I [Josh] am not a person of color. I am white. I did not travel to another country to meet family like Valerie Muñoz and I knew my grandparents from an earlier age than it seems Valerie did. Reading and discussing The Revolution of Evelyn Serrano and One Crazy Summer, I learned about some of the ways that People of Color have resisted oppression. The Black Panthers worked in their community not only to agitate for external change, but they brought change to their communities as well. They created summer camps for children to provide them a safe place to go when school was not in session, they provided meals to the community, and they taught the community, especially the children, their cultural history. The Young Lords in The Revolution of Evelyn Serrano serve a similar purpose. They not only agitate for external change, but they unite a community. They bring the community together for meals and for education. These books provide a way for someone who is not a cultural insider to see and experience the African-American community in One Crazy Summer and the Puerto Rican community in The Revolution of Evelyn Serrano.

These three texts, Los Hormigueros, The Revolution of Evelyn Serrano, and One Crazy Summer, can be windows and mirrors for students. They help students learn about families and cultures that are not their own. And possibly more importantly, they help students of Color to learn about some of their cultural history and see themselves in the books they are reading.

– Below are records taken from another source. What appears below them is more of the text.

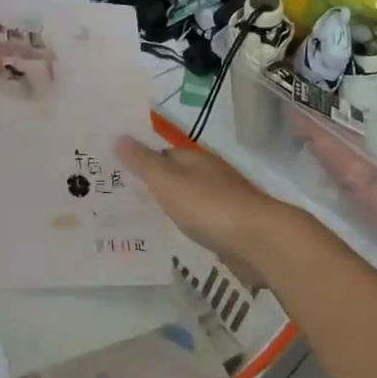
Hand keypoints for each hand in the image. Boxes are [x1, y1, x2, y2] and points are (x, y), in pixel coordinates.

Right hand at [115, 137, 296, 283]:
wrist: (259, 240)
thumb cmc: (210, 206)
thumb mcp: (169, 182)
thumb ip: (144, 163)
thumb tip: (120, 136)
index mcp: (196, 159)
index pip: (163, 154)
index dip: (141, 161)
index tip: (117, 174)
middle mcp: (211, 175)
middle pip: (177, 175)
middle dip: (155, 184)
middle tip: (122, 198)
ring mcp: (224, 201)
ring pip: (190, 198)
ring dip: (172, 204)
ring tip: (142, 218)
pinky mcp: (232, 227)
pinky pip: (202, 220)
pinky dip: (187, 223)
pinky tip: (175, 234)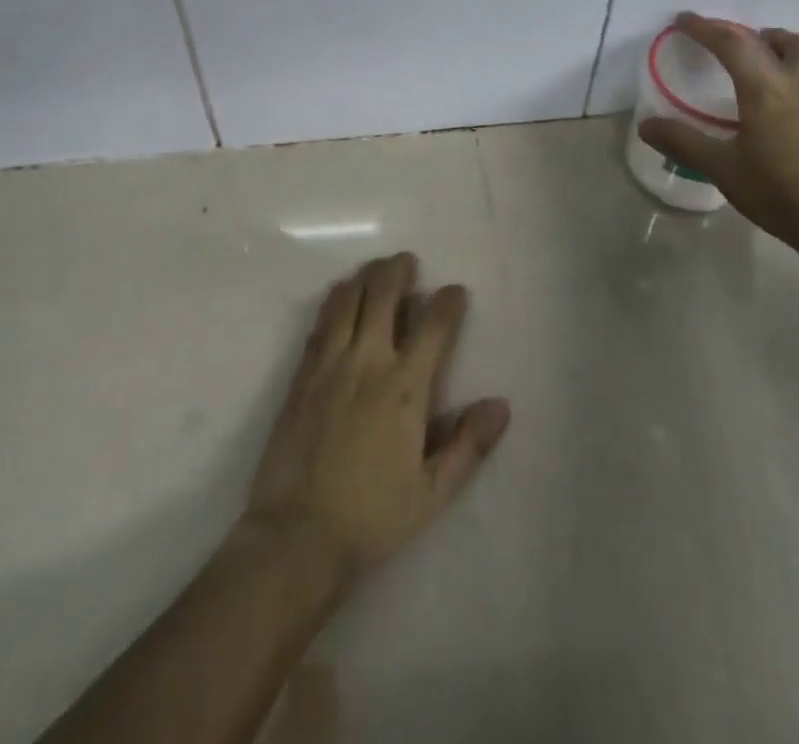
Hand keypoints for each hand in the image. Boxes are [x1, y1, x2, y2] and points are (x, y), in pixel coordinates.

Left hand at [240, 253, 510, 596]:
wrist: (298, 536)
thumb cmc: (373, 517)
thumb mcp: (432, 492)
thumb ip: (468, 445)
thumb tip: (500, 405)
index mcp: (405, 389)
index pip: (433, 327)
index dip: (447, 302)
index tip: (455, 291)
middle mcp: (368, 363)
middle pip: (383, 296)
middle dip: (398, 271)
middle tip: (407, 261)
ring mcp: (329, 365)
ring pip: (348, 301)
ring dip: (364, 277)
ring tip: (375, 268)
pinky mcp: (301, 375)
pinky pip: (320, 323)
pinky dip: (333, 301)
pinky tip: (338, 295)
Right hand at [638, 13, 798, 256]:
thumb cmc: (780, 192)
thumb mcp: (723, 169)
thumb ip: (683, 142)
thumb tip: (646, 124)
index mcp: (767, 89)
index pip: (732, 43)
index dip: (704, 28)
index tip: (682, 21)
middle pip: (785, 41)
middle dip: (755, 33)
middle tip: (730, 44)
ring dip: (778, 52)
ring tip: (753, 71)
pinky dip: (789, 78)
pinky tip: (774, 109)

As we discussed in earlier posts, Yosso (2005) offers the idea that Communities of Color have their own cultural wealth that is not always valued [by “mainstream” society]. The awareness that students gain from reading books that are not about white, male characters, serves as an example of resistant capital. These texts give young girls of color a mirror to view their own experiences and resist the notion that books should not reflect their experiences.

Taken together, the ideas of Bishop (1990) and Yosso (2005) allow educators to use texts to connect with and support children of color. Children of Color are supported when they see representations of themselves in the texts they read; they see that stories do not have to be about others, they can be about them. We also support Children of Color by providing them with stories that allow them to see that there is a well-documented history of People of Color who have helped [and continue to help] their communities. When students read texts and see stories such as these about their communities, their culture, and their history, it further disrupts the single story that Adichie (2009) discusses in her TED talk and provides children of color a more complete view of their world.

References
• Adichie, C. (2009). The danger of a single story. Retrieved from https://www.ted.com/talks/chimamanda_adichie_the_danger_of_a_single_story
• Bishop, R. S. (1990). Mirrors, Windows, and Sliding Glass Doors. Perspectives: Choosing and Using Books for the Classroom, 6(3), Ix-Xi.
• Manzano, S. (2012). The revolution of Evelyn Serrano. Scholastic
• Williams-Garcia, R. (2010). One Crazy Summer. Amistad.